Image used for illustrative purposes only. (File Photo)
Image used for illustrative purposes only. (File Photo)

Deleting content from school textbooks is problematic

The logic that history is written by the victor and the exercise is not entirely done objectively is well understood.

Rewriting history as it sees it has always been part of the BJP’s national agenda. If during Vajpayee’s rule at the Centre it was done in a hurry, with Murli Manohar Joshi becoming the mascot of saffronisation, the party’s approach was subtler ever since it captured power in 2014.

While nothing much happened in the first five years, the framing of the new National Education Policy (NEP) set the tone for restructuring education in a big way in 2020. The outbreak of Covid-19 and the widespread fretting over the curriculum volume and exam stress of students who lost school time due to the pandemic created the ideal platform for trimming textbooks.

The government set up expert committees recommending rationalising content—from deleting sentences to purging paragraphs and even dropping chapters to reduce overlapping and/or irrelevant content in all textbooks for classes VI to XII. The NCERT released a comprehensive list of approved rationalisations last year.

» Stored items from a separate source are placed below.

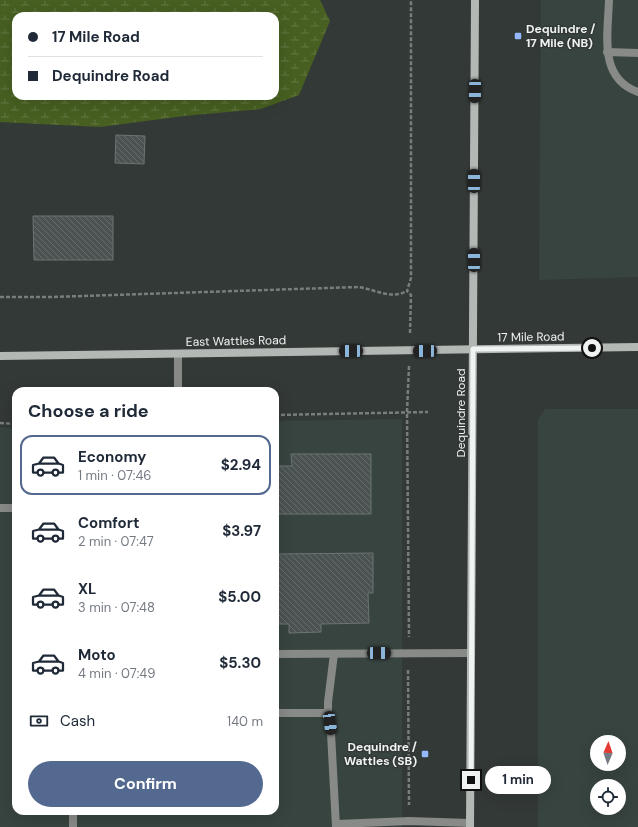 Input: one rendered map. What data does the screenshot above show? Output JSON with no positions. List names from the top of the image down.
{
  "streets": {
    "main road": ["17 Mile Road", "East Wattles Road", "Dequindre Road"]
  },
  "crossings": [
    ["17 Mile Road", "East Wattles Road"],
    ["17 Mile Road", "Dequindre Road"],
    ["East Wattles Road", "Dequindre Road"]
  ],
  "places": {
    "transit": ["Dequindre / 17 Mile (NB)", "Dequindre / Wattles (SB)"]
  },
  "north": "top",
  "page": {
    "banner": ["17 Mile Road", "Dequindre Road"],
    "heading": "Choose a ride",
    "list": [
      {
        "name": "Economy",
        "note": "1 min · 07:46",
        "value": "$2.94"
      },
      {
        "name": "Comfort",
        "note": "2 min · 07:47",
        "value": "$3.97"
      },
      {
        "name": "XL",
        "note": "3 min · 07:48",
        "value": "$5.00"
      },
      {
        "name": "Moto",
        "note": "4 min · 07:49",
        "value": "$5.30"
      }
    ],
    "pay": ["Cash", "140 m"],
    "buttons": "Confirm",
    "bubble": "1 min"
  }
} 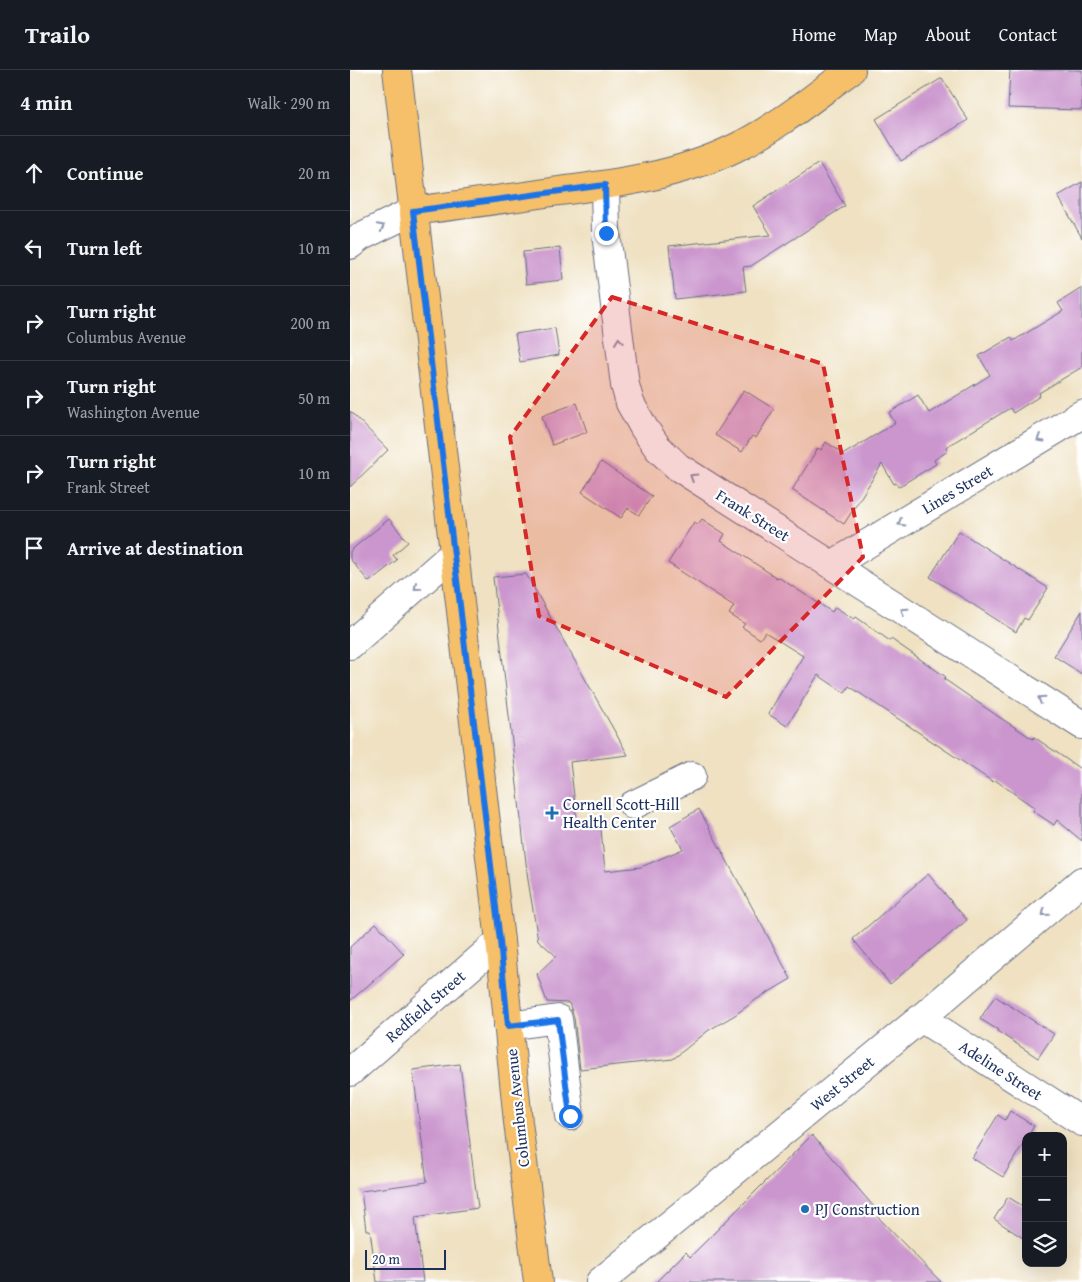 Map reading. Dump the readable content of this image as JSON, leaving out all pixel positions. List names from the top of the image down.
{
  "streets": {
    "main road": ["Columbus Avenue"],
    "street": [
      "Lines Street",
      "Frank Street",
      "Redfield Street",
      "Adeline Street",
      "West Street"
    ]
  },
  "crossings": [
    ["Lines Street", "Frank Street"],
    ["Redfield Street", "Columbus Avenue"],
    ["Adeline Street", "West Street"]
  ],
  "one_way": ["Lines Street", "Frank Street"],
  "places": {
    "health": ["Cornell Scott-Hill Health Center"],
    "other": ["PJ Construction"]
  },
  "scale_bar": "20 m",
  "page": {
    "header": "Trailo",
    "nav": [
      "Home",
      "Map",
      "About",
      "Contact"
    ],
    "heading": ["4 min", "Walk · 290 m"],
    "list": [
      ["Continue", "20 m"],
      ["Turn left", "10 m"],
      ["Turn right", "Columbus Avenue", "200 m"],
      ["Turn right", "Washington Avenue", "50 m"],
      ["Turn right", "Frank Street", "10 m"],
      "Arrive at destination"
    ],
    "map_buttons": ["+", "−"],
    "scale": "20 m"
  }
} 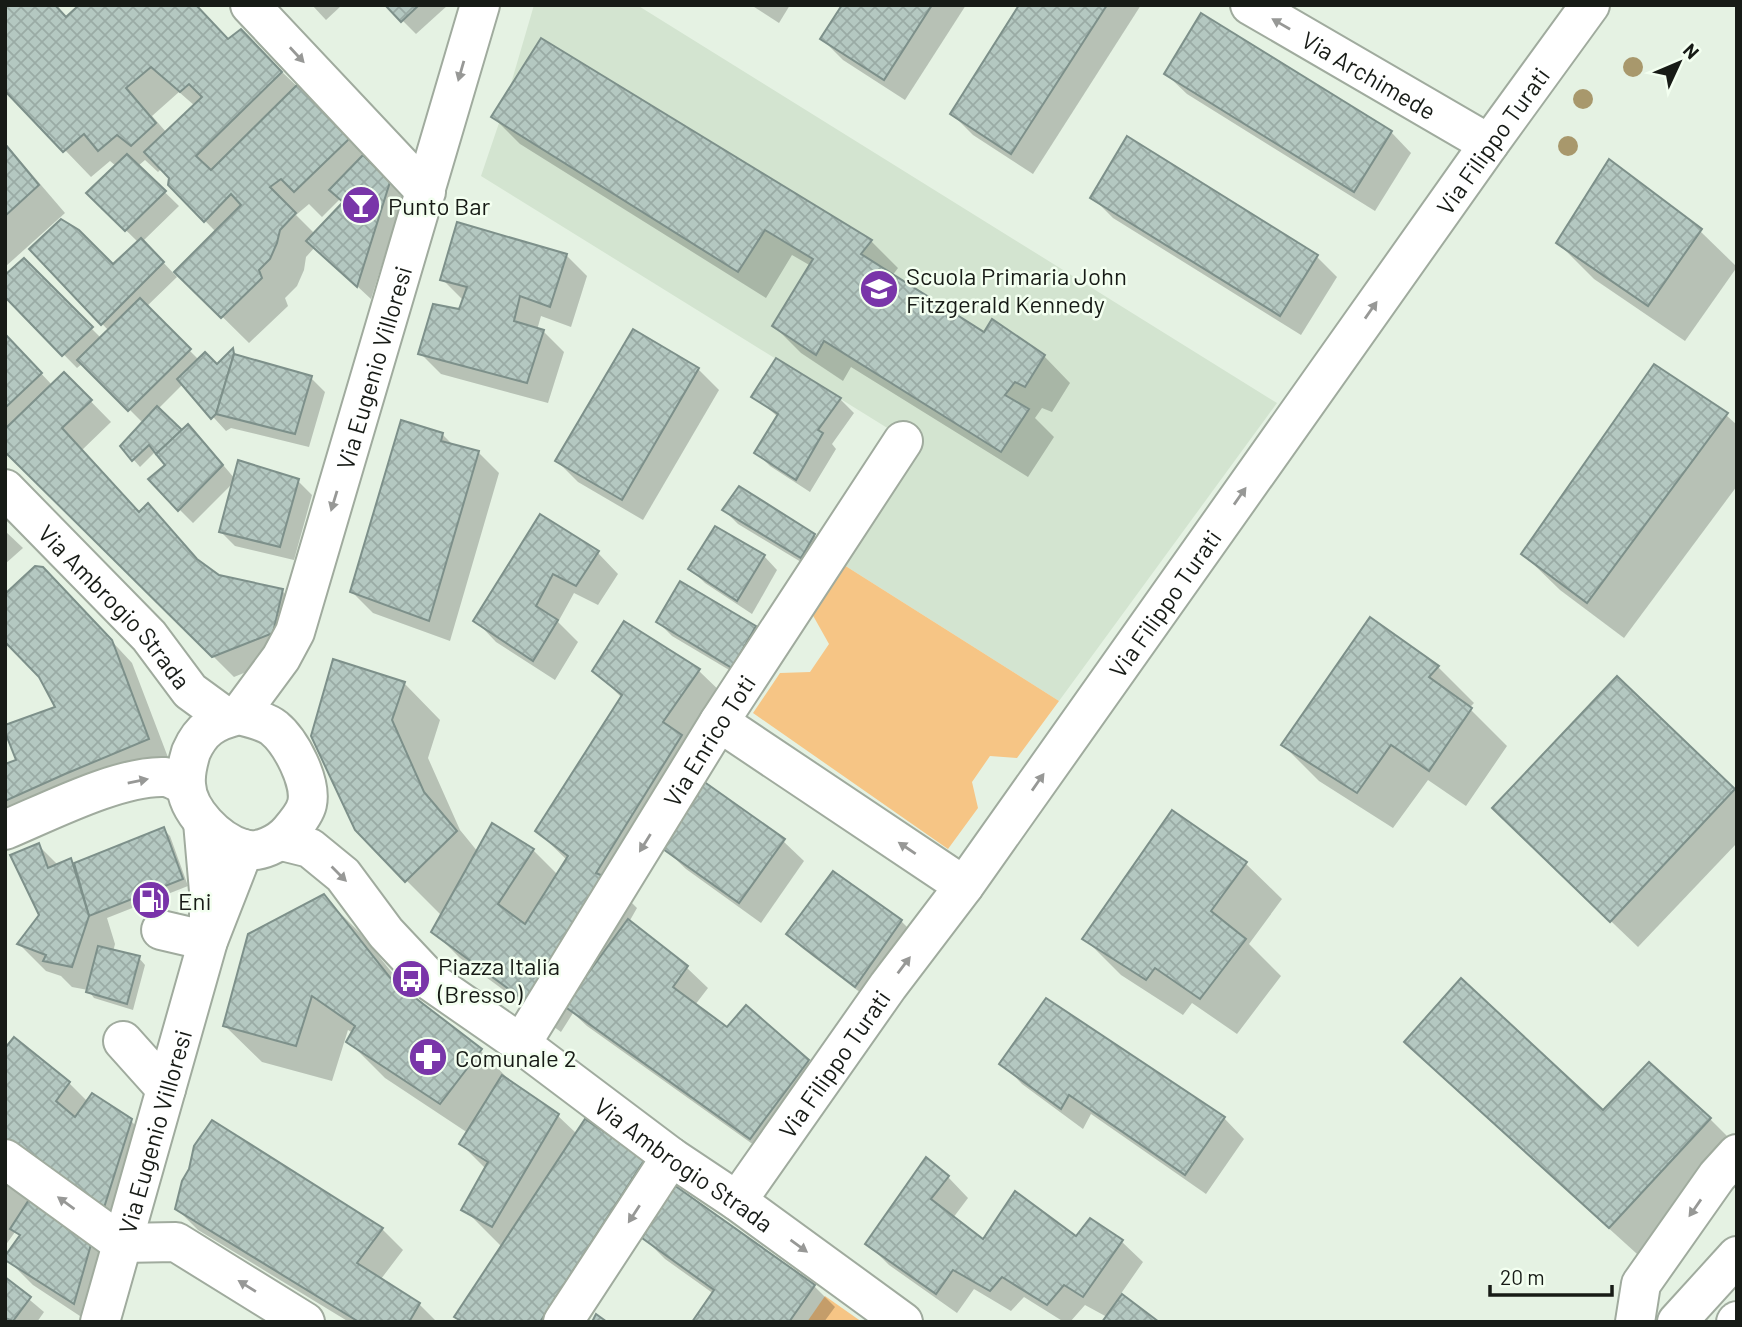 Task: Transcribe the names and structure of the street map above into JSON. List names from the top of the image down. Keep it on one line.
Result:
{"streets":{"street":["Via Archimede","Via Filippo Turati","Via Eugenio Villoresi","Via Ambrogio Strada","Via Enrico Toti"]},"crossings":[["Via Archimede","Via Filippo Turati"],["Via Filippo Turati","Via Ambrogio Strada"],["Via Eugenio Villoresi","Via Ambrogio Strada"],["Via Ambrogio Strada","Via Enrico Toti"]],"one_way":["Via Archimede","Via Filippo Turati","Via Eugenio Villoresi","Via Ambrogio Strada","Via Enrico Toti"],"places":{"bar":["Punto Bar"],"school or university":["Scuola Primaria John Fitzgerald Kennedy"],"fuel station":["Eni"],"bus stop":["Piazza Italia (Bresso)"],"pharmacy":["Comunale 2"]},"scale_bar":"20 m","north":"top right"}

The current controversy concerns a few fresh deletions in the latest textbooks that did not figure on that list, which the board claimed was due to oversight.

To be fair, some of the editing does make sense, like taking the caste reference out on Mahatma Gandhi’s assassin Nathuram Godse in the Class XII political science textbook. But snipping sentences on, say, Bapu’s attempt at Hindu-Muslim unity being frowned upon by radicals gives room to the interpretation of varnishing history. Messing with the Mahatma invariably goes politically south.

The deletion of a sentence on the RSS being banned for some time after the assassination was only to be expected, given how conscious the Sangh is about image management. The axing of one of three chapters on Mughal history was explained as rationalisation. And a paragraph from the Class XI Sociology textbook on the 2002 Godhra riots that talks about the ghettoisation of Muslims was purged for obvious reasons.

The logic that history is written by the victor and the exercise is not entirely done objectively is well understood. But being frugal with facts to suit a narrative is also not done. Facts don’t change, the spin does. The controversy now concerns editing, not spinning, as the NCERT is transitioning.

Completely new books are being lined up from next year in line with the NEP if the opposition fails to get its act together and lets the BJP enjoy its third successive shot at power. That will be a totally different ball game.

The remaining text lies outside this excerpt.